Supplied material below:

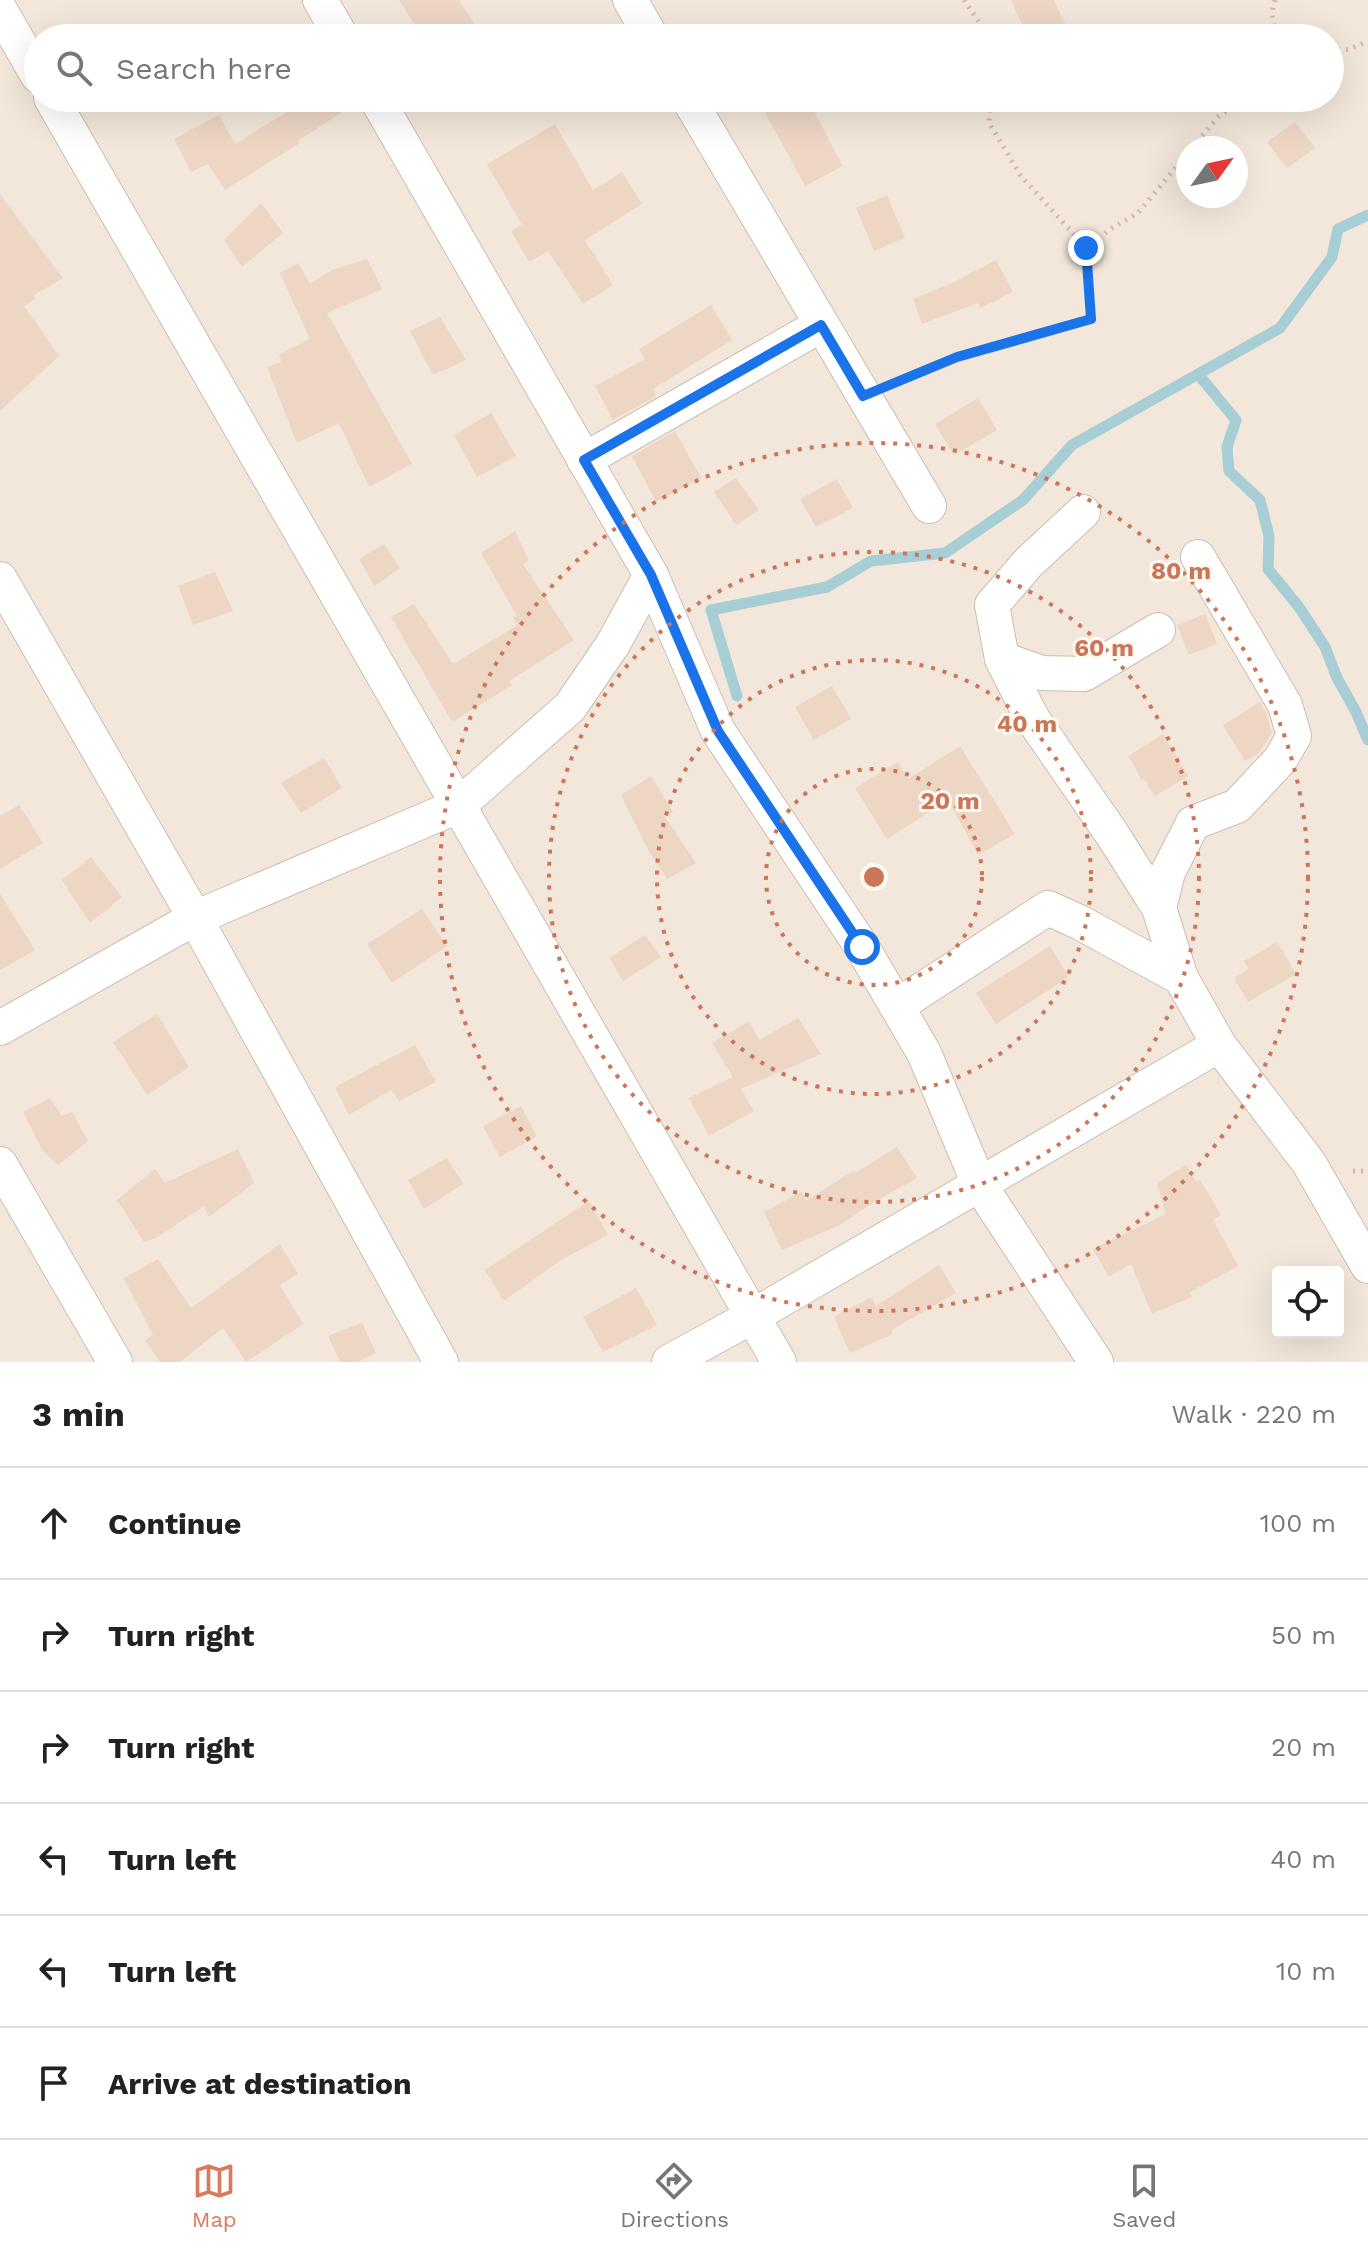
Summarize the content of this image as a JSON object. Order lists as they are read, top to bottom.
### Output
{
  "north": "top right",
  "page": {
    "search": "Search here",
    "heading": ["3 min", "Walk · 220 m"],
    "list": [
      ["Continue", "100 m"],
      ["Turn right", "50 m"],
      ["Turn right", "20 m"],
      ["Turn left", "40 m"],
      ["Turn left", "10 m"],
      "Arrive at destination"
    ],
    "nav": ["Map", "Directions", "Saved"]
  },
  "rings": [
    "80 m",
    "60 m",
    "40 m",
    "20 m"
  ]
}
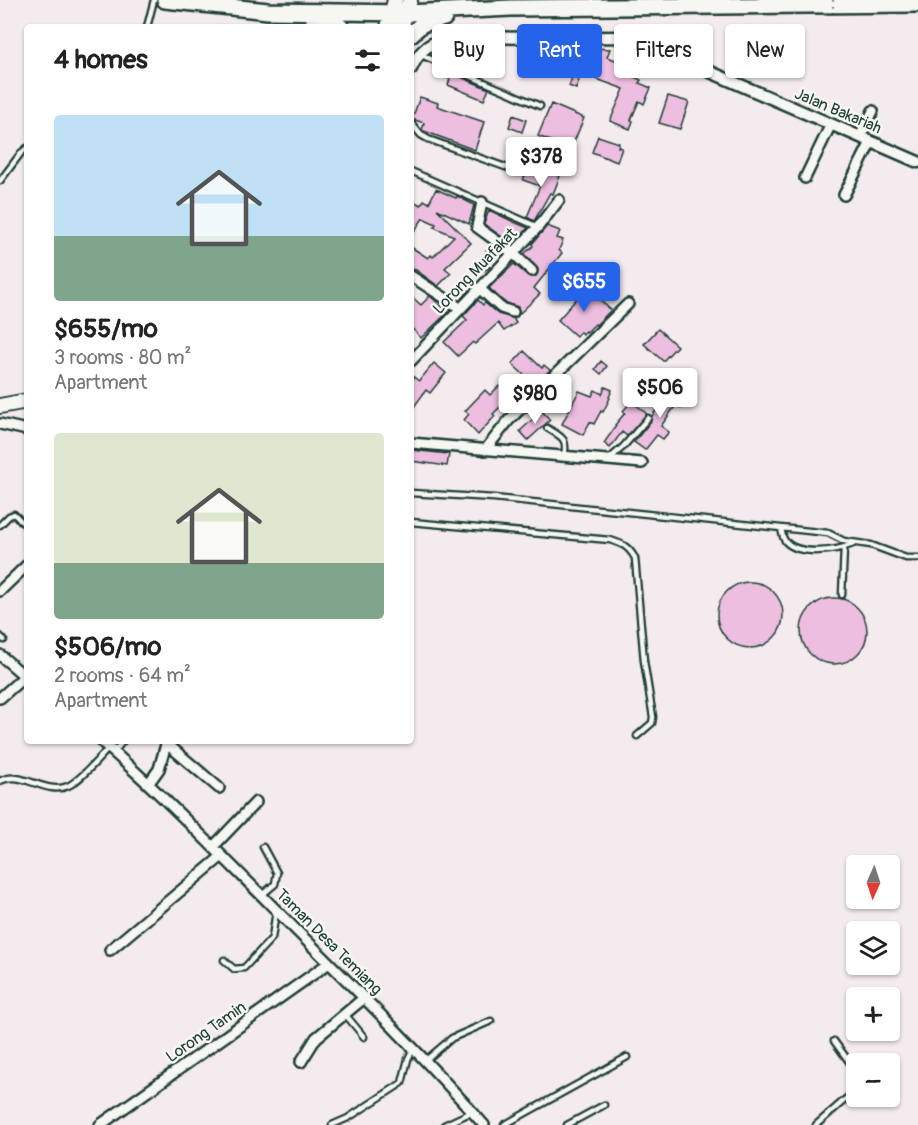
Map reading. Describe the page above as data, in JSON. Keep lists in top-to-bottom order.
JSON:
{
  "streets": {
    "street": [
      "Jalan Bakariah",
      "Lorong Muafakat",
      "Taman Desa Temiang",
      "Lorong Tamin"
    ]
  },
  "crossings": [
    ["Taman Desa Temiang", "Lorong Tamin"]
  ],
  "north": "bottom",
  "page": {
    "chip": [
      "Buy",
      "Rent",
      "Filters",
      "New"
    ],
    "heading": "4 homes",
    "list": [
      {
        "name": "$655/mo",
        "note": "3 rooms · 80 m² · Apartment"
      },
      {
        "name": "$506/mo",
        "note": "2 rooms · 64 m² · Apartment"
      }
    ],
    "price": [
      "$378",
      "$655",
      "$506",
      "$980"
    ],
    "map_buttons": ["+", "−"]
  }
}
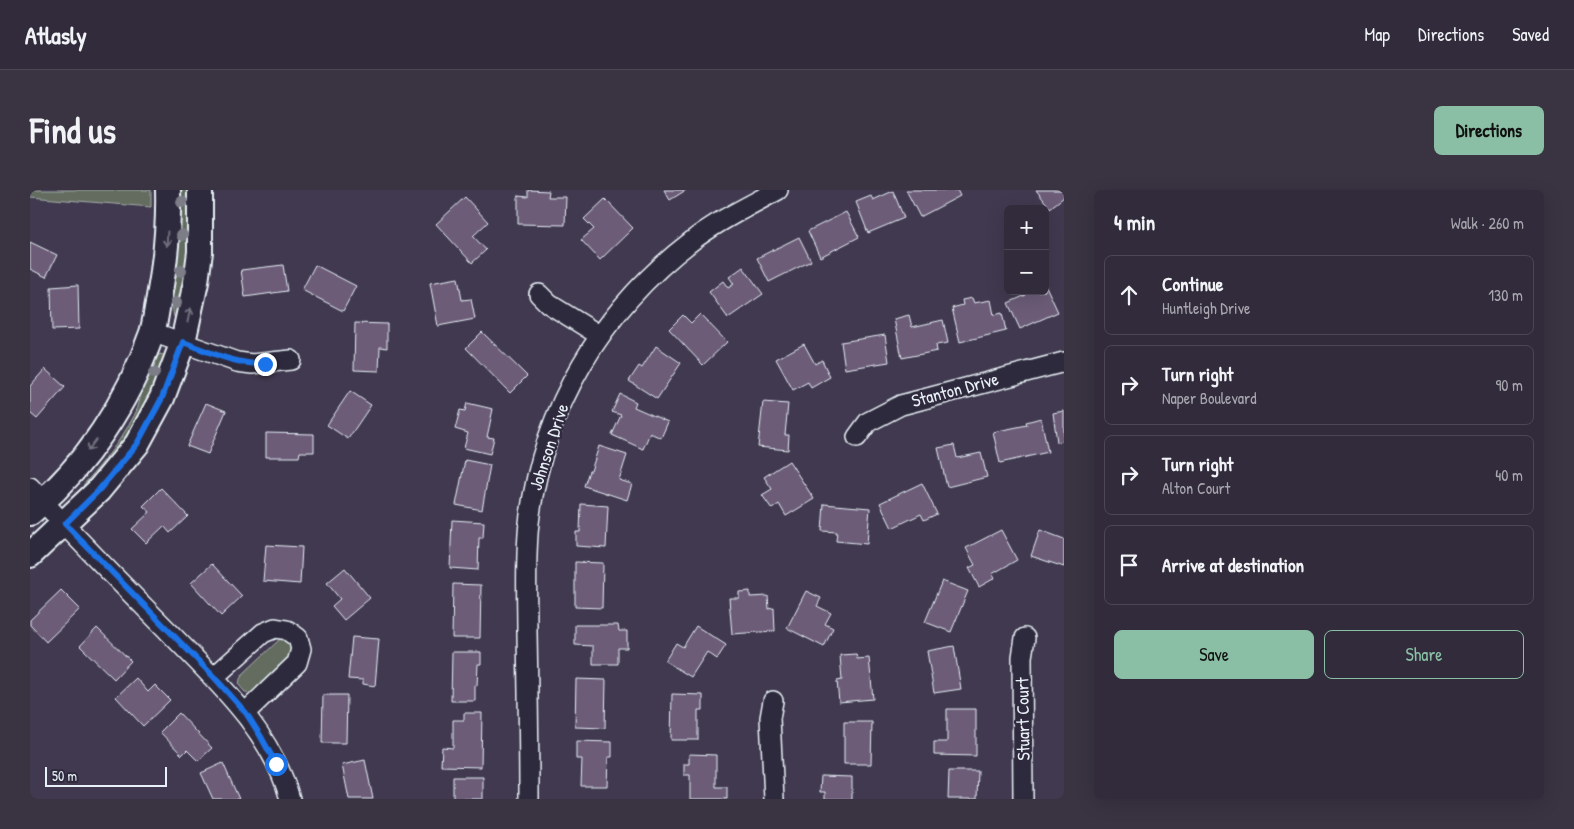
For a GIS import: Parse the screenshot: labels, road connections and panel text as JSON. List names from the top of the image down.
{
  "streets": {
    "street": ["Stanton Drive", "Johnson Drive", "Stuart Court"]
  },
  "scale_bar": "50 m",
  "page": {
    "header": "Atlasly",
    "nav": ["Map", "Directions", "Saved"],
    "buttons": [
      "Directions",
      ["Save", "Share"]
    ],
    "title": "Find us",
    "heading": ["4 min", "Walk · 260 m"],
    "map_buttons": ["+", "−"],
    "list": [
      ["Continue", "Huntleigh Drive", "130 m"],
      ["Turn right", "Naper Boulevard", "90 m"],
      ["Turn right", "Alton Court", "40 m"],
      "Arrive at destination"
    ],
    "scale": "50 m"
  }
}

End of Supplied material.

Give only the number of lines in the preceding data that include the word "lists".

- [Response box]
2